Mr. Belle and I took a day-trip out of town today. Just got on a train and went ‘over there’ – to walk around, eat greek sandwiches, share pie, sit in the sun, and enjoy being away from home.

The French would say “j’ai profité de l’après-midi” – or, literally, I “profited” from the afternoon. I found benefit. Found something.

I think I found money.

Here’s what happened.

[And this can only happen because I am sober. I am certain of this. When I was drinking I did not think like this. At all.]

So we’re sitting in the sun, drinking tea, eating pie. And I have a flash. Literally a moment of clarity.

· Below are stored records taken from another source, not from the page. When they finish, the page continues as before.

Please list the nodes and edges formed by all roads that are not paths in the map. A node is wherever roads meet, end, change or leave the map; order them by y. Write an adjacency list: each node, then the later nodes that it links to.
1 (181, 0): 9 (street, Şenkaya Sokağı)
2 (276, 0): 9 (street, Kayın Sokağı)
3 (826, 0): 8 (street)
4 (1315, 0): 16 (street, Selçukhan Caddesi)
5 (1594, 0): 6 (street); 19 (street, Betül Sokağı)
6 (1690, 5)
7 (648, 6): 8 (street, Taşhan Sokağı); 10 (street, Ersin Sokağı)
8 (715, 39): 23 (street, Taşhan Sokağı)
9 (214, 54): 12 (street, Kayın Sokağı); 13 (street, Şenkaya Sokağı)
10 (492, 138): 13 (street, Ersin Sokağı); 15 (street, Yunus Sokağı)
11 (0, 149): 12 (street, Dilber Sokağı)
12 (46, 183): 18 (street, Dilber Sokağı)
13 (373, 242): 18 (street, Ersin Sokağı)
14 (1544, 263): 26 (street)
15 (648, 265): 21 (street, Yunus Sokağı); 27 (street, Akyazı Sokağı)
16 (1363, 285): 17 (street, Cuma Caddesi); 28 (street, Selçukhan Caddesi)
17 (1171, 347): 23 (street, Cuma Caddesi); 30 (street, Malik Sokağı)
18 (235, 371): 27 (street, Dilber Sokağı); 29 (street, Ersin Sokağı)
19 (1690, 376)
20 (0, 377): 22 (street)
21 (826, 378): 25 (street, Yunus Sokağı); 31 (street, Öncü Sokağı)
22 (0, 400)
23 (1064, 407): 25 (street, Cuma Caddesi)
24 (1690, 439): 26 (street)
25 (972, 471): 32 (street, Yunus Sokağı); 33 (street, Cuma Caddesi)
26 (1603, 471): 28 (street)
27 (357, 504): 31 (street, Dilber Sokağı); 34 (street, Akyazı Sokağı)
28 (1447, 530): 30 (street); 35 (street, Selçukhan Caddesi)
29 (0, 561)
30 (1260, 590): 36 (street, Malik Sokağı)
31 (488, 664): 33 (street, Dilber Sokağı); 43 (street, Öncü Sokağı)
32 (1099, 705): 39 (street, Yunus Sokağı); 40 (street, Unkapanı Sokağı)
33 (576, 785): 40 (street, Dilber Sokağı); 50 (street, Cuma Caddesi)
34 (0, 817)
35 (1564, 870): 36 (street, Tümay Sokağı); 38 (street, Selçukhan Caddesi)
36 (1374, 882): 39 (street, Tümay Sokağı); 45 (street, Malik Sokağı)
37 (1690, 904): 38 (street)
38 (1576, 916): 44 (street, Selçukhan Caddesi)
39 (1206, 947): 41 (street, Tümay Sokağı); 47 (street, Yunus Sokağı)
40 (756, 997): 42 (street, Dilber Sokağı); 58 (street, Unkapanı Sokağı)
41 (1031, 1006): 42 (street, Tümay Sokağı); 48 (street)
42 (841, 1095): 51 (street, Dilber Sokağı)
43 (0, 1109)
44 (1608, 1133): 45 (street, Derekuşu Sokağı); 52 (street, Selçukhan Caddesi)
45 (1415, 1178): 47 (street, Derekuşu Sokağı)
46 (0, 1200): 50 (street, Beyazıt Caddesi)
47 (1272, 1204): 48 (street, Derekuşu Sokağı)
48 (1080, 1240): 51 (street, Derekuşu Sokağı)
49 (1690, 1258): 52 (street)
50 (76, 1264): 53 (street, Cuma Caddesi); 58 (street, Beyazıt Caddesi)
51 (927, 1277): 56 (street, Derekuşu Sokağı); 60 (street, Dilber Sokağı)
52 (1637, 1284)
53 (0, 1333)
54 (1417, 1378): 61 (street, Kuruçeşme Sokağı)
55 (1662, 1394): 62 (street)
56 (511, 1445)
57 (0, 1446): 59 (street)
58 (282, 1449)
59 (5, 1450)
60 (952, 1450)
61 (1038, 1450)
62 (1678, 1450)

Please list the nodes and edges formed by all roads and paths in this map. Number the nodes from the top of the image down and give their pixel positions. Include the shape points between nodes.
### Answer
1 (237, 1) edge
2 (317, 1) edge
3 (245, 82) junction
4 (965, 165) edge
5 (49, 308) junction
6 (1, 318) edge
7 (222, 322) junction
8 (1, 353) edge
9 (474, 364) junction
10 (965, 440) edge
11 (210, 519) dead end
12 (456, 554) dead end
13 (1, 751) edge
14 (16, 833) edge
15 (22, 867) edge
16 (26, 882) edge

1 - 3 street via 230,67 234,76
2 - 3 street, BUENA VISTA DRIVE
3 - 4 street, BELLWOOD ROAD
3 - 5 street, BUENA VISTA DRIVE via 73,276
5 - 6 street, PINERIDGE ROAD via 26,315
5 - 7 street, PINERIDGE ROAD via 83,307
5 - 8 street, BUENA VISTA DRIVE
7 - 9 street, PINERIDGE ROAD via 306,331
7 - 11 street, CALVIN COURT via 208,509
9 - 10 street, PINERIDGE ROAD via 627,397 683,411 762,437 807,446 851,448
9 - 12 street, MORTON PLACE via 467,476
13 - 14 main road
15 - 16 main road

Before we left the house this morning, Mr. B had said that he needed new clothes (which is true) and I agreed that I also hadn’t bought anything for months.

And I said to him “I’m sorry. I didn’t count on us being poor.”

I didn’t say this to make him feel guilty. We are in complete agreement that what we’re doing now career-wise is the right thing for us. We could move so that he could find better work, but we’ve decided to stay here and for him to make a go of the self-employed thing. But we’re in our 40s. We were used to being a double-income no-kids family.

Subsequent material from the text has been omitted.